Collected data
##########

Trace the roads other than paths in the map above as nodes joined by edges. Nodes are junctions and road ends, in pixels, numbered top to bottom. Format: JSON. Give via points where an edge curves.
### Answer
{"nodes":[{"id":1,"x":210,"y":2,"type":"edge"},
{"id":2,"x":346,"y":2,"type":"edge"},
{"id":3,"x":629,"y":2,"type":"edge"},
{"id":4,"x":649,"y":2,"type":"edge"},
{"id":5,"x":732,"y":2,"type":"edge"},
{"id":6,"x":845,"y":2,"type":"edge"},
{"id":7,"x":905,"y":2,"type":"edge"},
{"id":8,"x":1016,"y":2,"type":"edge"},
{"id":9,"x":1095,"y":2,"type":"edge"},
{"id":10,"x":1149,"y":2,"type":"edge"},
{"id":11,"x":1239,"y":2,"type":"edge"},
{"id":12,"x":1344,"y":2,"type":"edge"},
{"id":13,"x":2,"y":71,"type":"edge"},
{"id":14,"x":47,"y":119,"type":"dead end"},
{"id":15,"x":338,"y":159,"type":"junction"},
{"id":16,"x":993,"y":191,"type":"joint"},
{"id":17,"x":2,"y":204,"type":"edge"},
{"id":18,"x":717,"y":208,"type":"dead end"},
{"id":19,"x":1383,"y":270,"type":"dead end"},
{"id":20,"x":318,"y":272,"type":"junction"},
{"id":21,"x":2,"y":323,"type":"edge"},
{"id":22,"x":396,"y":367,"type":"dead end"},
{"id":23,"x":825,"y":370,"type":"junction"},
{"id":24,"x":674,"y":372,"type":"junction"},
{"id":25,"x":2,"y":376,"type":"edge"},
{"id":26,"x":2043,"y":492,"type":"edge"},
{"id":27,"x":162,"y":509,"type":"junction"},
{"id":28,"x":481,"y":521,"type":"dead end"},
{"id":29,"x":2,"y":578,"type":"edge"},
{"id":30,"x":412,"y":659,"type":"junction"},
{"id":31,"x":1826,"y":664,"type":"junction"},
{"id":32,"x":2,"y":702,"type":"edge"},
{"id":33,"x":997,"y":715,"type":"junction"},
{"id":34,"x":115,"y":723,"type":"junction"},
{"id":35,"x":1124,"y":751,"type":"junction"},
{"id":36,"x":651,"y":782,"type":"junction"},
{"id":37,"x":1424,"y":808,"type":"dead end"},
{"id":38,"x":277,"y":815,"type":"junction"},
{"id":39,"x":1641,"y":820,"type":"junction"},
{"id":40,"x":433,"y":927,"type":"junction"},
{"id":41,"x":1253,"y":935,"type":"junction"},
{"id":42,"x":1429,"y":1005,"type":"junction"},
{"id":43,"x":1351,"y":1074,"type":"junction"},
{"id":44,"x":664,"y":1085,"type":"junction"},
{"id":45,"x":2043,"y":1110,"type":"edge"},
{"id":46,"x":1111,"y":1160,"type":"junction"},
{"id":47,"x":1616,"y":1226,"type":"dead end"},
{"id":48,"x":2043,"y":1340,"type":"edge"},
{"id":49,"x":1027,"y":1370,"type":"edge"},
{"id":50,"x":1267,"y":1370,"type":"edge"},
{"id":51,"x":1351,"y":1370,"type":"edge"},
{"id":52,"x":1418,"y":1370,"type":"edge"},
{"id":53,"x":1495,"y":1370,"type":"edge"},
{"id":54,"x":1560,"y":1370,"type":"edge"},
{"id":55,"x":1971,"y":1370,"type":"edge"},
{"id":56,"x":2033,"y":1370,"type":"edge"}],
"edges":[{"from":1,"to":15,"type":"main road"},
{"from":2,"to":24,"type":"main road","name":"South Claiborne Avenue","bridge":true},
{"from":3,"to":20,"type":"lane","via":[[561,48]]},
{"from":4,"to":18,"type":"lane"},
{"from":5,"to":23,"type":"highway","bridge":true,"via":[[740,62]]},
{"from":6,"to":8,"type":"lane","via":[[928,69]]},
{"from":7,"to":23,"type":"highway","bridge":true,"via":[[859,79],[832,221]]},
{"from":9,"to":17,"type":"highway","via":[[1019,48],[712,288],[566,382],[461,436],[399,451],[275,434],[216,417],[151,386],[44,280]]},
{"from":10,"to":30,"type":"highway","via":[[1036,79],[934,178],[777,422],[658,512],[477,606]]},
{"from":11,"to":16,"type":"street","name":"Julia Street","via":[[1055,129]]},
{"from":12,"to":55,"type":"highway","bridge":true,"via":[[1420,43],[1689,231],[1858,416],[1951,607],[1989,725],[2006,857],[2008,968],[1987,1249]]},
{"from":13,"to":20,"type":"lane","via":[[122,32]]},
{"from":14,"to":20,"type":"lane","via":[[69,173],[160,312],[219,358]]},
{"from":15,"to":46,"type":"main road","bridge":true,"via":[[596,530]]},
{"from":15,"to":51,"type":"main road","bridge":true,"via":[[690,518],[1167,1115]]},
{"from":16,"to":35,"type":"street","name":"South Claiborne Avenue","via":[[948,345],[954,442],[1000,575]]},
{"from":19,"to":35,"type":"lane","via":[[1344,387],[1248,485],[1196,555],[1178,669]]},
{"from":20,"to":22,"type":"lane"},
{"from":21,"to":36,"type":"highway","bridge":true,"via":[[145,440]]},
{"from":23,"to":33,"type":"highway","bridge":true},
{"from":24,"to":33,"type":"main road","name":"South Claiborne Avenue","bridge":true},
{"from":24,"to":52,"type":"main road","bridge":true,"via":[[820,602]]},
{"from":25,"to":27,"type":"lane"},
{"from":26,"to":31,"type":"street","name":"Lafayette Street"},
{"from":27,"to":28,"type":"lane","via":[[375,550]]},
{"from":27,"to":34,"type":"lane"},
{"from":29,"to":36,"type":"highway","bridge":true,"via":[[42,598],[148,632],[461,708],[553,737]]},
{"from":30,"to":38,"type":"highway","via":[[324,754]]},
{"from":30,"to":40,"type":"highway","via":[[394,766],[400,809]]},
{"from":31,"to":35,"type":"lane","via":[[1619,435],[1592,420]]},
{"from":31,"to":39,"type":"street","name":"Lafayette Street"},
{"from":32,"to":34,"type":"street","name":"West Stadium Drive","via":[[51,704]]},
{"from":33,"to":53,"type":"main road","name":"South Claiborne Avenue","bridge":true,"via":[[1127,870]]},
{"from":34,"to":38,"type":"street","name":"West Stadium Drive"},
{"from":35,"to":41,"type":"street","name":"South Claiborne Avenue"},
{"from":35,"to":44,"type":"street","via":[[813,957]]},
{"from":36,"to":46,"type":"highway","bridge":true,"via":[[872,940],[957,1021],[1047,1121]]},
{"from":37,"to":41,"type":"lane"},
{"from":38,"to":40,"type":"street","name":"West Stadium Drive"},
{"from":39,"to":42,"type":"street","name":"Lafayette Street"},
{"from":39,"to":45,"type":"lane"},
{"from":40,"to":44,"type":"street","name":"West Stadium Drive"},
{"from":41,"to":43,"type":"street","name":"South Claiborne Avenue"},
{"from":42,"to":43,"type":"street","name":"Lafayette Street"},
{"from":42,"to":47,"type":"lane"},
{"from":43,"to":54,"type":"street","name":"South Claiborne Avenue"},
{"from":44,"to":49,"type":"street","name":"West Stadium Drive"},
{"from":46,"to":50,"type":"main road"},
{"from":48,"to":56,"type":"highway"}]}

##########

- TASK REQUIREMENTS
The answer must consist of every line from the data that contains the word "main".

- WRITTEN ANSWER
"edges":[{"from":1,"to":15,"type":"main road"},
{"from":2,"to":24,"type":"main road","name":"South Claiborne Avenue","bridge":true},
{"from":15,"to":46,"type":"main road","bridge":true,"via":[[596,530]]},
{"from":15,"to":51,"type":"main road","bridge":true,"via":[[690,518],[1167,1115]]},
{"from":24,"to":33,"type":"main road","name":"South Claiborne Avenue","bridge":true},
{"from":24,"to":52,"type":"main road","bridge":true,"via":[[820,602]]},
{"from":33,"to":53,"type":"main road","name":"South Claiborne Avenue","bridge":true,"via":[[1127,870]]},
{"from":46,"to":50,"type":"main road"},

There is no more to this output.